- **Exercise goal**
Copy the records below line by line and word for word, from the very first line through the line with "thumb tip: (997, 849)", omitting each picture.

··· Supplied material ···

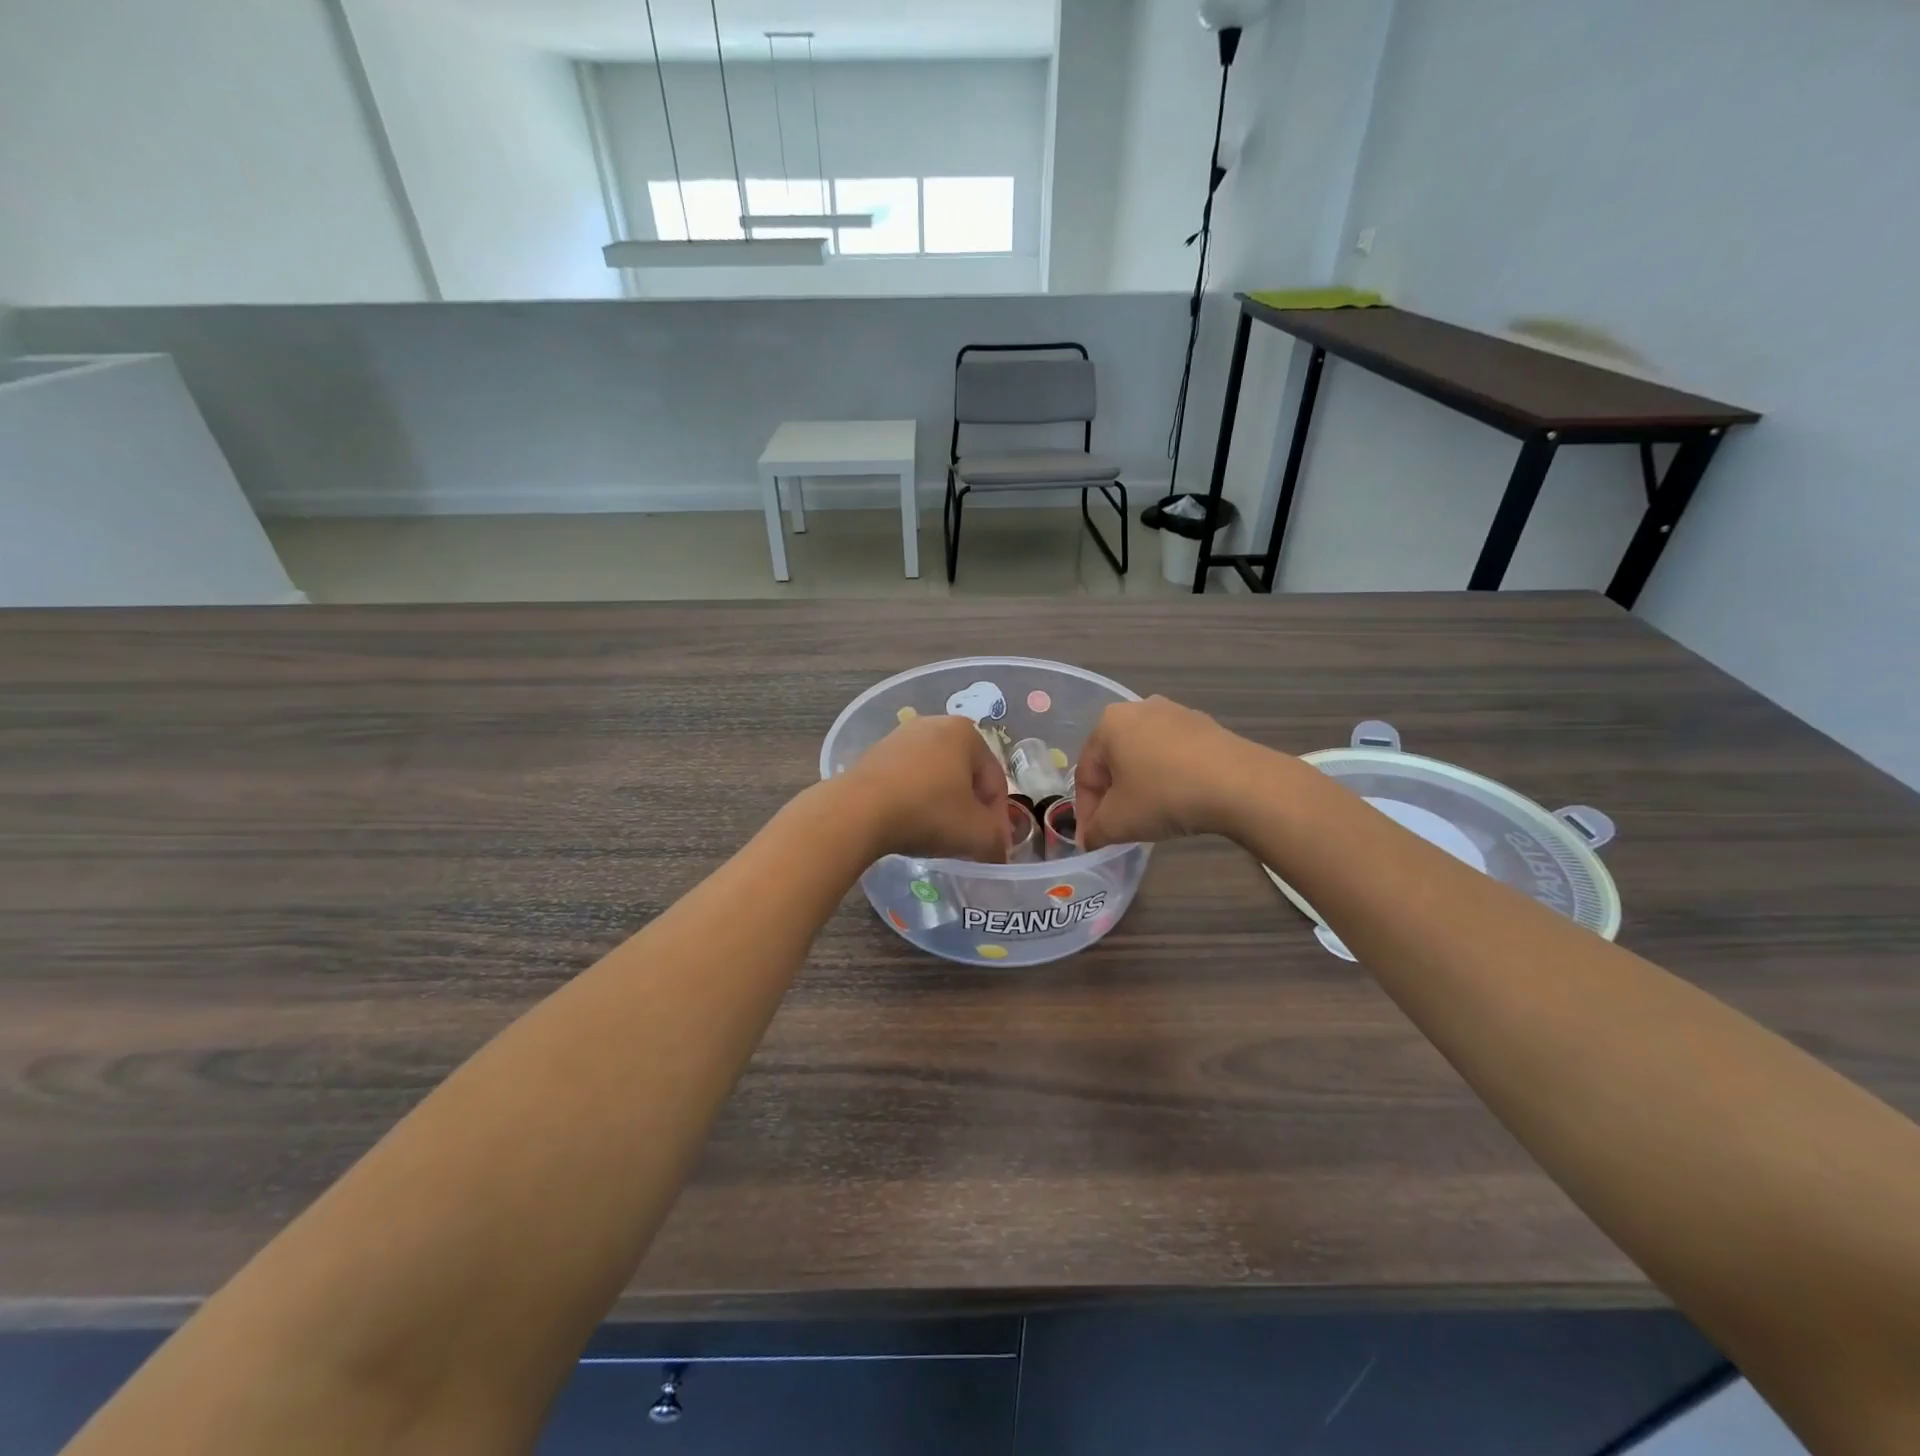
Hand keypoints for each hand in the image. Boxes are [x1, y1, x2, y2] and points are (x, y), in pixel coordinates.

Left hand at [839, 714, 1008, 862]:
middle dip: (969, 808)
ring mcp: (900, 736)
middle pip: (965, 775)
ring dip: (941, 804)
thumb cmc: (928, 813)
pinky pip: (907, 779)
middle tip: (965, 840)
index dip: (997, 817)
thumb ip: (997, 841)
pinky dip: (914, 800)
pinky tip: (908, 823)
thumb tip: (997, 849)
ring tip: (935, 835)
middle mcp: (934, 724)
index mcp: (966, 732)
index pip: (995, 780)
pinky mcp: (874, 754)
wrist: (858, 811)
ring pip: (935, 777)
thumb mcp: (976, 834)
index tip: (990, 845)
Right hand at [1075, 697, 1256, 849]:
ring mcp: (1176, 713)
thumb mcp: (1118, 822)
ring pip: (1145, 757)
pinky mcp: (1206, 725)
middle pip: (1114, 761)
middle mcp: (1138, 708)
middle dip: (1113, 796)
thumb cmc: (1164, 795)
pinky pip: (1174, 755)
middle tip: (1120, 828)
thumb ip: (1095, 832)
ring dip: (1141, 786)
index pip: (1085, 774)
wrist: (1240, 784)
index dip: (1086, 812)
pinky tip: (1181, 801)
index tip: (1094, 839)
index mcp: (1108, 724)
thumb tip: (1091, 839)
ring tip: (1151, 817)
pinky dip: (1169, 778)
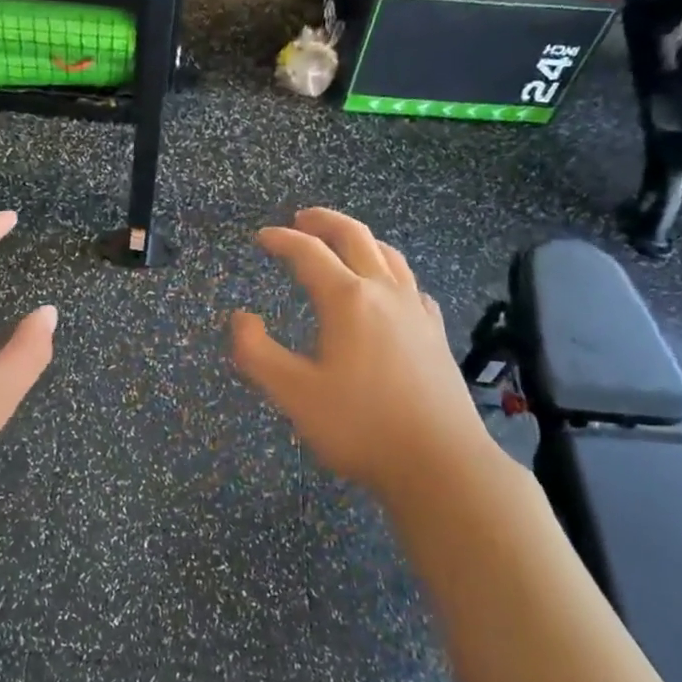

···

- **Answer**
Hand keypoints for each hand in the image. Boxes are [x1, y1, x2, y2] and points are (x, y), in pixel coordinates.

Left hand at [839, 714, 1008, 862]:
middle dip: (969, 808)
ring mcp: (900, 736)
middle pip: (965, 775)
ring dip: (941, 804)
thumb cmc: (928, 813)
pinky pip: (907, 779)
middle tip: (965, 840)
index dip: (997, 817)
thumb ip: (997, 841)
pinky dip: (914, 800)
pinky tip: (908, 823)
thumb tip: (997, 849)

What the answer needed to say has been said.